On Sat, 24 Nov 2012 23:58:33 -0600, VanguardLH wrote:
[...]
The mobo maker could just make a plastic frame to hold the chip in place
(both for position along with affixing to the mobo via spring clip) and
the user would use a soldering iron with a tip designed for the BGA grid
pattern. The user would buy the mobo they want, the CPU they want, and
then do a one-time solder of the CPU onto the mobo.

[...]

That's some funny stuff right there.

Unless you're serious, of course...

Cheers!


I was serious. You do know what "ball" means in BGA, right? It's a
ball of solder.
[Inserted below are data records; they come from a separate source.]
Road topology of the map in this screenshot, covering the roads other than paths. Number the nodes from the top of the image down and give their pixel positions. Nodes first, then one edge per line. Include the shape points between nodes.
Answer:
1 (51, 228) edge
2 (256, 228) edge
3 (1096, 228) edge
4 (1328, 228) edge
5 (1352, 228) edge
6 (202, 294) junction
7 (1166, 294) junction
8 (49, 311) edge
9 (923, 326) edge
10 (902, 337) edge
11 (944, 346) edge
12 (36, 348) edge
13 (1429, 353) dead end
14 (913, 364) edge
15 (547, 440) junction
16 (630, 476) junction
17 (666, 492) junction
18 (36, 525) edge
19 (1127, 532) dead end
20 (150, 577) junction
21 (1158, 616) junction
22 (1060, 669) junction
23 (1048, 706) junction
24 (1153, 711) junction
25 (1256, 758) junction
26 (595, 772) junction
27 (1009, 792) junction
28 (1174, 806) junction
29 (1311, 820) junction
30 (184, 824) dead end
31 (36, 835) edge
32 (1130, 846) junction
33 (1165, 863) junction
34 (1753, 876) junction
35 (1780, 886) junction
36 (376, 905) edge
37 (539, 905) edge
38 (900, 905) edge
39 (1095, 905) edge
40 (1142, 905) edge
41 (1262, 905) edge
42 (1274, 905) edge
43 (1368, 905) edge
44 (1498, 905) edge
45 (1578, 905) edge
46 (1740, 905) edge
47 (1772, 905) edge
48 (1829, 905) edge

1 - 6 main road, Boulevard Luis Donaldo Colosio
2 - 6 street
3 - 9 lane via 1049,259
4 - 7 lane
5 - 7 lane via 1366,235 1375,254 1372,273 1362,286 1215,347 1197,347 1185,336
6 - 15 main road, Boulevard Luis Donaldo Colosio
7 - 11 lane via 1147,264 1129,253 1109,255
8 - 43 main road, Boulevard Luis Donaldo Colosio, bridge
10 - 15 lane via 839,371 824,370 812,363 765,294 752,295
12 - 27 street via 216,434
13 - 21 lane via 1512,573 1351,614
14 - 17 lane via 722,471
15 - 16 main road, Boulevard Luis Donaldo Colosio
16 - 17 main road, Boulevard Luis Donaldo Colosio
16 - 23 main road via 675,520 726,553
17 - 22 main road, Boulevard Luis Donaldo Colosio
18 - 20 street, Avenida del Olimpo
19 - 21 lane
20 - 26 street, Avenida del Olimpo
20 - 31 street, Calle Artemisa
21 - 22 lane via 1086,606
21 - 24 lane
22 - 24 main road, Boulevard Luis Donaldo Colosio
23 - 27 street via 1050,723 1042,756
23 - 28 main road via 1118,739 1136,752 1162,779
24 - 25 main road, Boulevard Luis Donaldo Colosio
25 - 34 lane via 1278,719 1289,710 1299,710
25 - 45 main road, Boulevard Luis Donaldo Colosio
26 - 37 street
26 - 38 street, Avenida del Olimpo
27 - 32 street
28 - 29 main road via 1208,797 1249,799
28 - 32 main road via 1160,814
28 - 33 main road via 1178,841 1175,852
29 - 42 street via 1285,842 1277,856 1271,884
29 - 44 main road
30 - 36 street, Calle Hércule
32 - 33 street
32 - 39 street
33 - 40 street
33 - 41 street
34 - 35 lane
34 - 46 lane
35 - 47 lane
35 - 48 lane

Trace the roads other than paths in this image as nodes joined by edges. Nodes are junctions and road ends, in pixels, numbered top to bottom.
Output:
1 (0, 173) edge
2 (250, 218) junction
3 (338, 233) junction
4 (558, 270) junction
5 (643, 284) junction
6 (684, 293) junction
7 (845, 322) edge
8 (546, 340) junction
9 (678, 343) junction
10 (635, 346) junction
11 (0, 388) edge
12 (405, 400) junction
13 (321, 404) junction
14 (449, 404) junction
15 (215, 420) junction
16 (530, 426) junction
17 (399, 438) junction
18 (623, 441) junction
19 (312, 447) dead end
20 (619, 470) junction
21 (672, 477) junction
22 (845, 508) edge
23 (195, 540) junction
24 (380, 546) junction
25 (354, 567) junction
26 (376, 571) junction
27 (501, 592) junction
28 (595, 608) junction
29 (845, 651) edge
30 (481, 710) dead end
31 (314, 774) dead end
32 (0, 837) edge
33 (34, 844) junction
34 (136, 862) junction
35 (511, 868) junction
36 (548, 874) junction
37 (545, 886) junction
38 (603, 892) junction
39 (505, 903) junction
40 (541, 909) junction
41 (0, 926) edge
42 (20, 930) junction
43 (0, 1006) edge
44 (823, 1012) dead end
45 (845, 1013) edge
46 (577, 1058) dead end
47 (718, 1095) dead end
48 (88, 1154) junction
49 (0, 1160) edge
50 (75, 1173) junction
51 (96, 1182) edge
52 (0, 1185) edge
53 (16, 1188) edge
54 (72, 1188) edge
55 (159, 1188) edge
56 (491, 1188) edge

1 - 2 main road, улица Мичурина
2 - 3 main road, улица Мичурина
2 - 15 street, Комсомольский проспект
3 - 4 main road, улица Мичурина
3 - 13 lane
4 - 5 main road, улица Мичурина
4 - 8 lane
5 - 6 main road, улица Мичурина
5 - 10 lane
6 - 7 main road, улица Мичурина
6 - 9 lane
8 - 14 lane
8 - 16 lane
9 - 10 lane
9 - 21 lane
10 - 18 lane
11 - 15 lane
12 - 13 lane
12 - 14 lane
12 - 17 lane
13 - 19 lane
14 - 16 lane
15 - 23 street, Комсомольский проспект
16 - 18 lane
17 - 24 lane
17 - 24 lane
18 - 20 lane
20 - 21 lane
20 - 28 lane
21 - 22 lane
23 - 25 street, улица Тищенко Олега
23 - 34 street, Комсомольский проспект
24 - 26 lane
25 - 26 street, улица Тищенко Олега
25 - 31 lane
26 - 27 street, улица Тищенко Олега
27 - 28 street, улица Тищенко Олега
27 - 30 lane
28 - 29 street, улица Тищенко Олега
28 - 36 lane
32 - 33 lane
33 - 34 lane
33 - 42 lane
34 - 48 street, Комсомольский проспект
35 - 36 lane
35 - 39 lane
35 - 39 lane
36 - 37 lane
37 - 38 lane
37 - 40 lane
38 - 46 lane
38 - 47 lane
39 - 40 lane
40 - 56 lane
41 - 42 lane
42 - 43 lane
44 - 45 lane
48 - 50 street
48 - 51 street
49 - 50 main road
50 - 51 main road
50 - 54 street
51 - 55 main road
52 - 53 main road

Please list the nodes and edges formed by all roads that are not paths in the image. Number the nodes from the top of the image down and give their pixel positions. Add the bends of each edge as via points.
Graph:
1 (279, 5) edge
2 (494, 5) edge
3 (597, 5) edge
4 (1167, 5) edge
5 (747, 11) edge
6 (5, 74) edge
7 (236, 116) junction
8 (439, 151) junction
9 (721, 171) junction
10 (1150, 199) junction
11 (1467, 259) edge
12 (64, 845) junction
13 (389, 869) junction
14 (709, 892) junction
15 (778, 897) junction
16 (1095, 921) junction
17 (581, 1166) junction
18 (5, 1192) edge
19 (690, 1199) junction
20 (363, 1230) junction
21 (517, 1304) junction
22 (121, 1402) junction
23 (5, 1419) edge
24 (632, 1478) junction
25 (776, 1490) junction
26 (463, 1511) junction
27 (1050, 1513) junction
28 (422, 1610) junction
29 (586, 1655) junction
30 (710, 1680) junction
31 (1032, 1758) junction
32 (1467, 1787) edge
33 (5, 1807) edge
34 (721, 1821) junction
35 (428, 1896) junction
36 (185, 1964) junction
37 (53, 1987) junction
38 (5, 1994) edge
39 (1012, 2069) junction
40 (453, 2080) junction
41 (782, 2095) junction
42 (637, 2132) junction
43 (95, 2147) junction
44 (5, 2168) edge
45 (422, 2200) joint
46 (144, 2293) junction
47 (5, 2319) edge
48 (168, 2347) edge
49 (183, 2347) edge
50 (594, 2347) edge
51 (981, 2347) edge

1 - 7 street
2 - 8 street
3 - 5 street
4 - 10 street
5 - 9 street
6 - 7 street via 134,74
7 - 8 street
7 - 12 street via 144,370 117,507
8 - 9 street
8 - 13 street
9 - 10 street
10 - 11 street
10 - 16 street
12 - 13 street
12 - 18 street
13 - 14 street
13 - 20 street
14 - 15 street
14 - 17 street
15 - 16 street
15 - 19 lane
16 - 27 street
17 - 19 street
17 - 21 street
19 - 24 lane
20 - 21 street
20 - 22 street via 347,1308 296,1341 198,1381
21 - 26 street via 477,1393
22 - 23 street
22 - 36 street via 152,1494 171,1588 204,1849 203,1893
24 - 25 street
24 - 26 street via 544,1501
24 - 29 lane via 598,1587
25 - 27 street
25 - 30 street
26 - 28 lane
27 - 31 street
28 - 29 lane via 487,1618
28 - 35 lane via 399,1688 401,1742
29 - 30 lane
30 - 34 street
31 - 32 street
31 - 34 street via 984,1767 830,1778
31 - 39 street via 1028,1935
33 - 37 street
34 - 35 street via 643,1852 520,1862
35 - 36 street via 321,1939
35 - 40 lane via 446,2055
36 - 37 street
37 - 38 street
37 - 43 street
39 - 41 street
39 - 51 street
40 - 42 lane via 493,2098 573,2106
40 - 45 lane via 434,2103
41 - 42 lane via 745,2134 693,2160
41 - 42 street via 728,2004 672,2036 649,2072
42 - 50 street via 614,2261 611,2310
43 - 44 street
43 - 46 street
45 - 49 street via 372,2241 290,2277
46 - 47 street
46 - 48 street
So why can't the chip, even a CPU, come prepped with
the balls of solder on its pads, the mobo come with balls of solder on
its grid and using feedthroughs so the solder is reached from the
backside of the board, and all you have to do is keep the chip pressed
against the grid, keep it aligned, heat up the solder gun with a
matching grid tip, and just melt all the solder to weld the chip to the
grid?

You've never applied new solder to the underside of a PCB so it heats
the solder on the other side through a feedthrough to use solder wick on
the other side when you cannot otherwise reach the other side with a
soldering iron? Heat travels.

Of course, we're talking about DIY'ers that know how to solder and that
it flows towards the heat source and what level of heat to apply and not
the boobs that barely know how to push down the level for a ZIF socket.
Not having sockets doesn't mean you can't DIY. It means the DIY'er will
need better skills than pushing stuff into a socket or slot.